[[ Task data open ]]

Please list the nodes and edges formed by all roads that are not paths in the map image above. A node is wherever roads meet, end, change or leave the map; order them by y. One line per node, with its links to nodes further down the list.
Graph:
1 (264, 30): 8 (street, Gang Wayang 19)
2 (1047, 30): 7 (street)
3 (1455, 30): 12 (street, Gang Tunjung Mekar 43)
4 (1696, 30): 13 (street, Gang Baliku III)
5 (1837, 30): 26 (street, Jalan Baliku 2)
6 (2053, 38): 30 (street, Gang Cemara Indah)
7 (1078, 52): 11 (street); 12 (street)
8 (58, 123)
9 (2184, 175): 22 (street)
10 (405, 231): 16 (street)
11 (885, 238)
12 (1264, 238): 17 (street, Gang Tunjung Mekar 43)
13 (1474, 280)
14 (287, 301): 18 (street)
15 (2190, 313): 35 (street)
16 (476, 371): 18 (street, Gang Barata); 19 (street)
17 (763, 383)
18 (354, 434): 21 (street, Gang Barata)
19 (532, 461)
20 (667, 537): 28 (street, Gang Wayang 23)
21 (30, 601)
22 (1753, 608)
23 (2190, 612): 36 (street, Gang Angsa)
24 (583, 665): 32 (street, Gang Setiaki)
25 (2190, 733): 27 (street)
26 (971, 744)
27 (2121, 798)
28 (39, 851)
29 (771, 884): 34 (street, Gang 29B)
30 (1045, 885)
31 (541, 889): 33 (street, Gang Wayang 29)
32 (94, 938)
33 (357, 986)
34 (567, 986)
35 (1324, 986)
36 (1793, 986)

[[ Task data closed ]]
[[ Task data open ]]

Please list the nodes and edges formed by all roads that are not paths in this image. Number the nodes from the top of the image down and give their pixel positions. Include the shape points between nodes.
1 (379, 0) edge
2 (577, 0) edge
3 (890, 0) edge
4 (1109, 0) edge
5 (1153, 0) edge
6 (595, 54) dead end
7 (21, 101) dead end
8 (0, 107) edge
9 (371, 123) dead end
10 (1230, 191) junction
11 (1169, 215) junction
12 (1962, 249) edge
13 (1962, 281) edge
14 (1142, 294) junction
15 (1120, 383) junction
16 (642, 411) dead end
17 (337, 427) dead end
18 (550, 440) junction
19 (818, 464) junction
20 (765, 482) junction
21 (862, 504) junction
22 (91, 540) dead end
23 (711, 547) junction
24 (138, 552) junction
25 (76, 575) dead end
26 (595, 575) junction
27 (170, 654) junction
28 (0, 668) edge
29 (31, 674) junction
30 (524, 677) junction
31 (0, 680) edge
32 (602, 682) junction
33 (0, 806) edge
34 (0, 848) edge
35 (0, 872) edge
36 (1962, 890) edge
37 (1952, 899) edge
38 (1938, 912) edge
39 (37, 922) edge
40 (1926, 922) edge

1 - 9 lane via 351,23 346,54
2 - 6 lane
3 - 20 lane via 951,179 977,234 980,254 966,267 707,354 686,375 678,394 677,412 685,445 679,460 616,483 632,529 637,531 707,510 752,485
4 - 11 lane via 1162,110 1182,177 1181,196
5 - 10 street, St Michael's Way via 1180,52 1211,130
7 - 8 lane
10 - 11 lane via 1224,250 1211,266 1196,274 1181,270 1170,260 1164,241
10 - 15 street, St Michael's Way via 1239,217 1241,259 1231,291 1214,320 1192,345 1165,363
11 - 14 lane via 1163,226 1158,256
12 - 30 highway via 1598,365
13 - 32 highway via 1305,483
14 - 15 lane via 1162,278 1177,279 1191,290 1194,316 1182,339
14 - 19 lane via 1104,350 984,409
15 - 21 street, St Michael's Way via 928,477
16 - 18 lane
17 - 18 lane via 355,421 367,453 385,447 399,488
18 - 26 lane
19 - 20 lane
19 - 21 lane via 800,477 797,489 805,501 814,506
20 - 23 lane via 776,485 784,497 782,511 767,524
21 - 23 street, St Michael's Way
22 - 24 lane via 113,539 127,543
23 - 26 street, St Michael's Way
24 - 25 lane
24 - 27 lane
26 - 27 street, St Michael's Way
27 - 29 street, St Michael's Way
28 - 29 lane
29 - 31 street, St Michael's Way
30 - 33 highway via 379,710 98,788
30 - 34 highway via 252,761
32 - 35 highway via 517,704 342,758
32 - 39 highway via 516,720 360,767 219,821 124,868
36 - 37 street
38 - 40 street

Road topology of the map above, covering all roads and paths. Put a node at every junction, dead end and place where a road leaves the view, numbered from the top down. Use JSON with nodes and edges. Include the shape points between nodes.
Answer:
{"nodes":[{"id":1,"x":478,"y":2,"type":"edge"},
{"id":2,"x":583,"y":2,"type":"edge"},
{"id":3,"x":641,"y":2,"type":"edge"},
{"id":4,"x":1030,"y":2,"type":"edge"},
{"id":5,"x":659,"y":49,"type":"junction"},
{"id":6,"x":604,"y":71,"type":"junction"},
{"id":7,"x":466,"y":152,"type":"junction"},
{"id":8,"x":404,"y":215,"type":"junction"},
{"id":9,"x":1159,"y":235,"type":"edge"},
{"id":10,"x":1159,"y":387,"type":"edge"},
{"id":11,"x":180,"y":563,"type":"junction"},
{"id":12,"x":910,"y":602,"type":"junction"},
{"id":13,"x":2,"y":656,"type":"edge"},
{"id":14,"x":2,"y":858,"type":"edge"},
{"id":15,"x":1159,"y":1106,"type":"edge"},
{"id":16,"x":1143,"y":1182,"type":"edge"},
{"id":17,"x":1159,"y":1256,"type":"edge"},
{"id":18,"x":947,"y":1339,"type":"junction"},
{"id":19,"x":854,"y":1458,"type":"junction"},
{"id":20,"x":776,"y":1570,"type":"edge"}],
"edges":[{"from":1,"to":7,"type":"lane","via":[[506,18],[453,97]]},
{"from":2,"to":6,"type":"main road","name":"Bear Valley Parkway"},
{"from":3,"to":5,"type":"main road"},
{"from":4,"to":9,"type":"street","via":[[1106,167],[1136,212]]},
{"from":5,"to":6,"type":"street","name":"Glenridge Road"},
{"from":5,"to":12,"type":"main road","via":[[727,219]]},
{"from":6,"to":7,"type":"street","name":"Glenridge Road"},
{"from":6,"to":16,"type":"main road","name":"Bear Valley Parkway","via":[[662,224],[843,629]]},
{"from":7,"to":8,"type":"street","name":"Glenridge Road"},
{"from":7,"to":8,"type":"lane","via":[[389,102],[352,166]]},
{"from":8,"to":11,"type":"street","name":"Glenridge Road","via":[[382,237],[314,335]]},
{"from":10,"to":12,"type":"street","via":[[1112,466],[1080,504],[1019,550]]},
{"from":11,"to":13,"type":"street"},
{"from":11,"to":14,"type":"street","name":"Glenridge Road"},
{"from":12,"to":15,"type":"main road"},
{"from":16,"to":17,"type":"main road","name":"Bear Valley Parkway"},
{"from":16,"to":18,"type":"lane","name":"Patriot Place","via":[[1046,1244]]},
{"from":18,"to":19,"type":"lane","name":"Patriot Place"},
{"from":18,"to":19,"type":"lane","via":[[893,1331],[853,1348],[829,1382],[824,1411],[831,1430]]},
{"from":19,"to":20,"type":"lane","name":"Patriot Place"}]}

[[ Task data closed ]]

### Exercise details
Provide the number of lines above containing "with" and nothing else.

### The answer
2